> [Task directions]
Find the lines below in which the string "with" occurs. Copy each one.

> [Supplied records]
━━━━━━━━━━━━━━━━
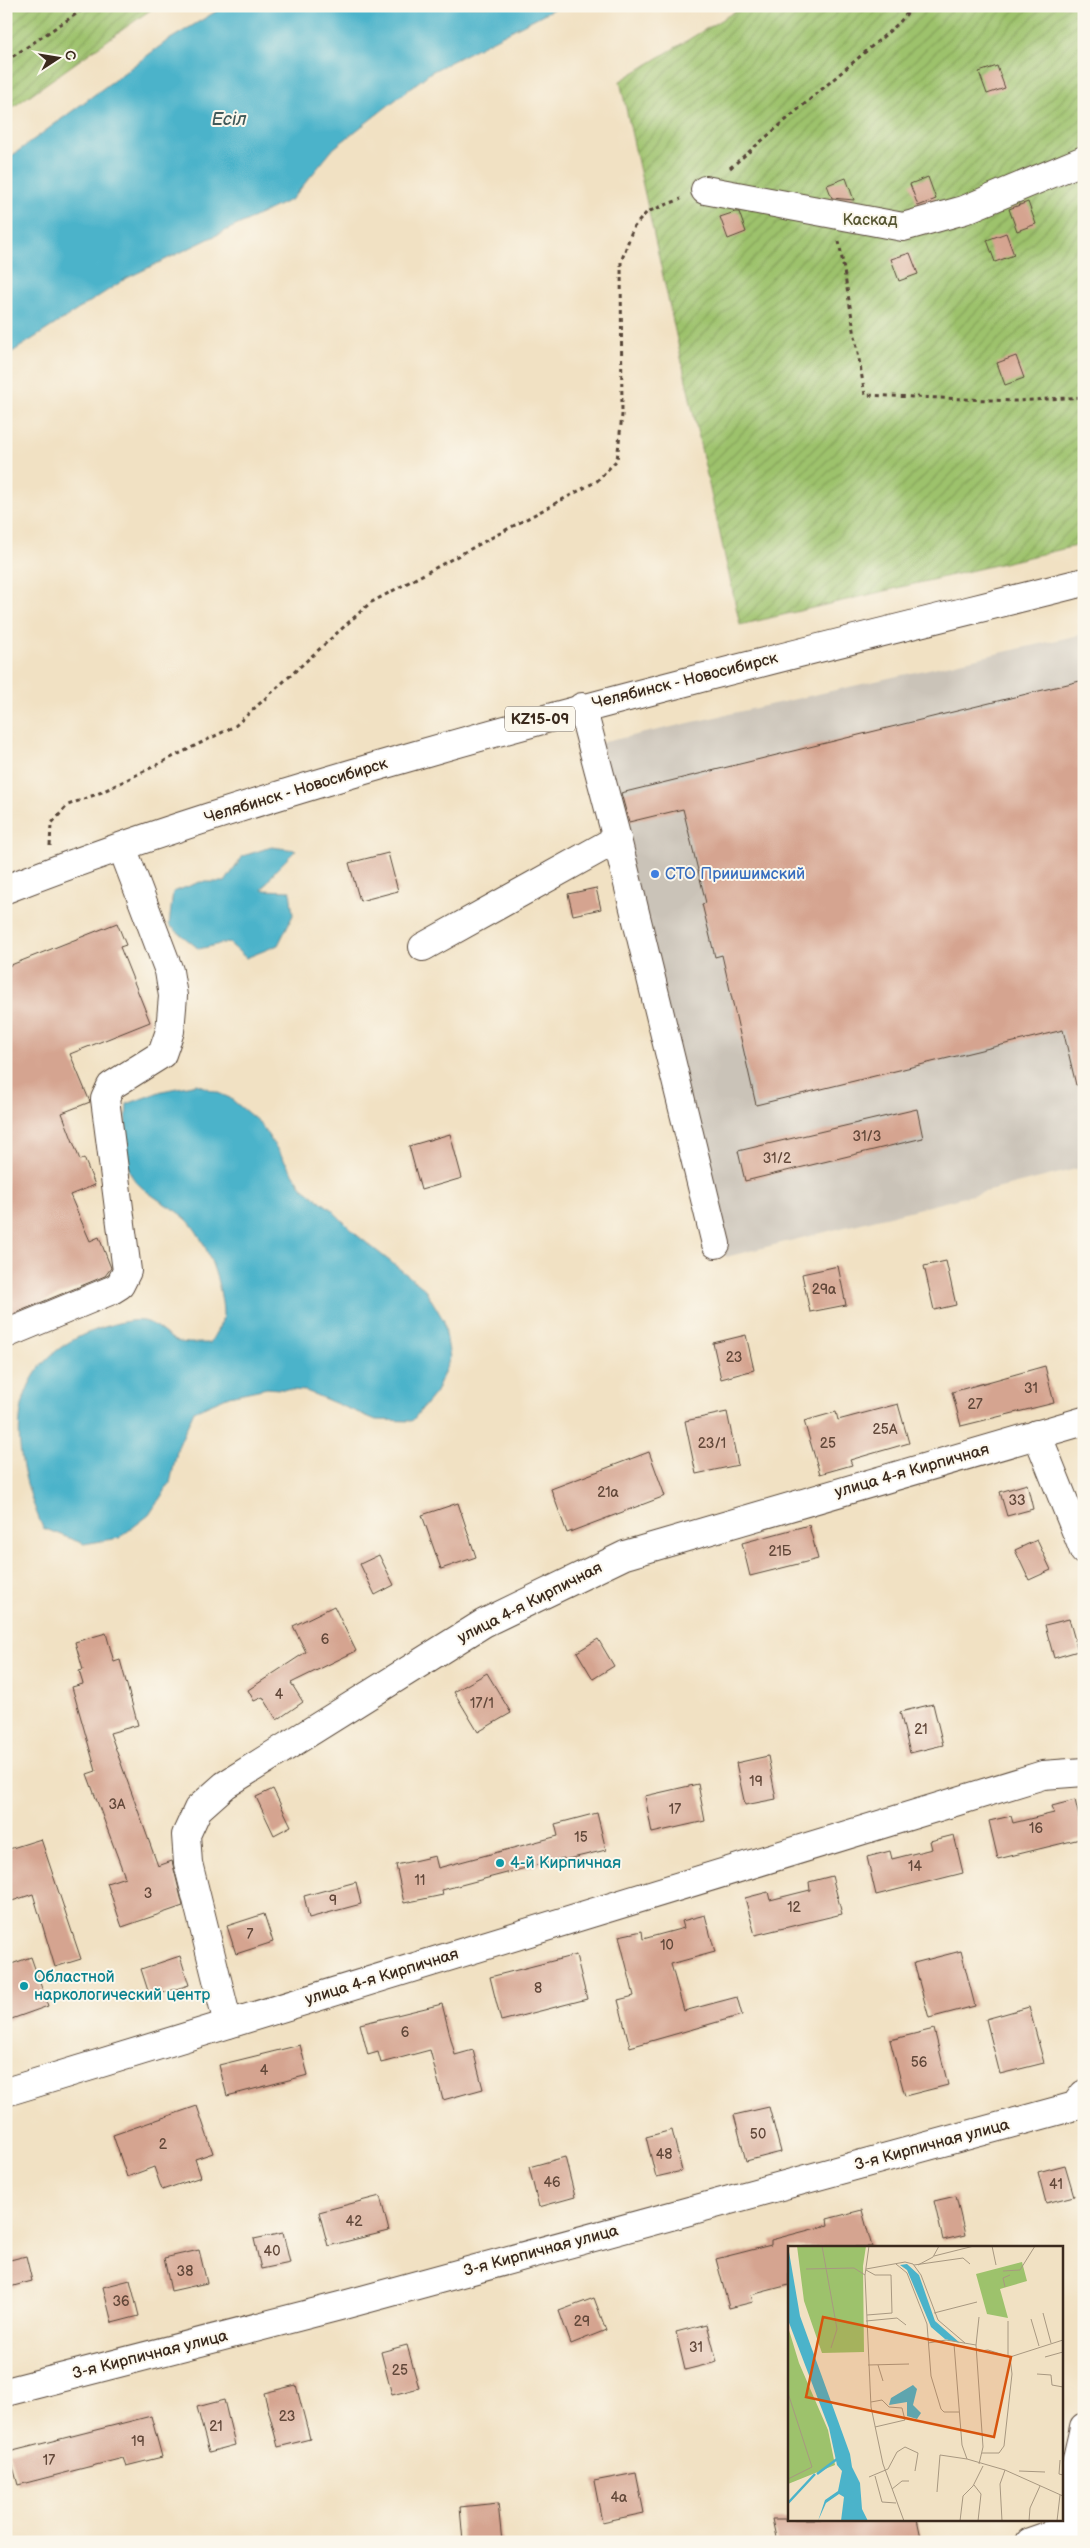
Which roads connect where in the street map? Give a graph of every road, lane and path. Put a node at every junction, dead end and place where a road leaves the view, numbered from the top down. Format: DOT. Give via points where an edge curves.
━━━━━━━━━━━━━━━━
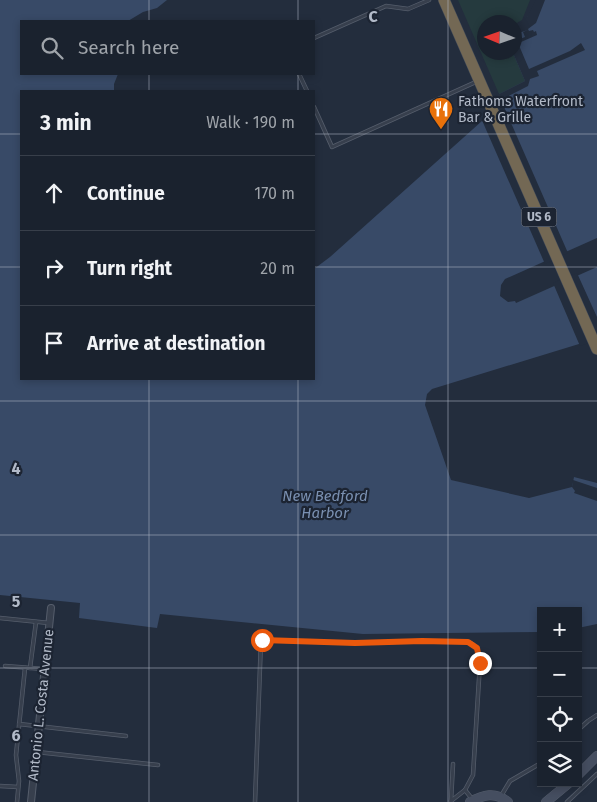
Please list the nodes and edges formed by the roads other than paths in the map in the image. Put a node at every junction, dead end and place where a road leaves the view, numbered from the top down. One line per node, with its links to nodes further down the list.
━━━━━━━━━━━━━━━━
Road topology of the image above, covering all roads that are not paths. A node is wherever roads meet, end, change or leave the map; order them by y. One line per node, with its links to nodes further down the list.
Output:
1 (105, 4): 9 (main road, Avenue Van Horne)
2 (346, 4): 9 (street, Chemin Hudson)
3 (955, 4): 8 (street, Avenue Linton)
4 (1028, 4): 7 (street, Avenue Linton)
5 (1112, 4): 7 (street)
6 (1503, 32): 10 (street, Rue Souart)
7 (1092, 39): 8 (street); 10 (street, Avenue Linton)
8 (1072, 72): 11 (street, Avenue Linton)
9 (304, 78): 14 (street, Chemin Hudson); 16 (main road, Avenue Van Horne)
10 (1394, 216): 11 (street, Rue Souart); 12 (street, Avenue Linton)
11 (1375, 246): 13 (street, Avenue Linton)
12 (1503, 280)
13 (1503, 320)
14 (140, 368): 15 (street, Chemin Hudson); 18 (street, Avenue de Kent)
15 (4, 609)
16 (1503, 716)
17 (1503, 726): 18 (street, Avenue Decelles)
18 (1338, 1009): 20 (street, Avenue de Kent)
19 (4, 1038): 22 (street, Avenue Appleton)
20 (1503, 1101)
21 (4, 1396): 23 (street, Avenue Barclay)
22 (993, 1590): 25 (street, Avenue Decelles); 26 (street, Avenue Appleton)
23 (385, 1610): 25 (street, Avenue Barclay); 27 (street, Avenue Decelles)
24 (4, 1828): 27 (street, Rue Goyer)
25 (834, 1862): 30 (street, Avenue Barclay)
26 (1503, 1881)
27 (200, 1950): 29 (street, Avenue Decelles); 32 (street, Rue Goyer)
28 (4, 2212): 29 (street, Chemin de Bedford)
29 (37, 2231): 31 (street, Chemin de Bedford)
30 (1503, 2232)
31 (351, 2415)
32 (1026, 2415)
━━━━━━━━━━━━━━━━
> [Task answer]
Please list the nodes and edges formed by the roads other than paths in the map in the image. Put a node at every junction, dead end and place where a road leaves the view, numbered from the top down. One line per node, with its links to nodes further down the list.
Road topology of the image above, covering all roads that are not paths. A node is wherever roads meet, end, change or leave the map; order them by y. One line per node, with its links to nodes further down the list.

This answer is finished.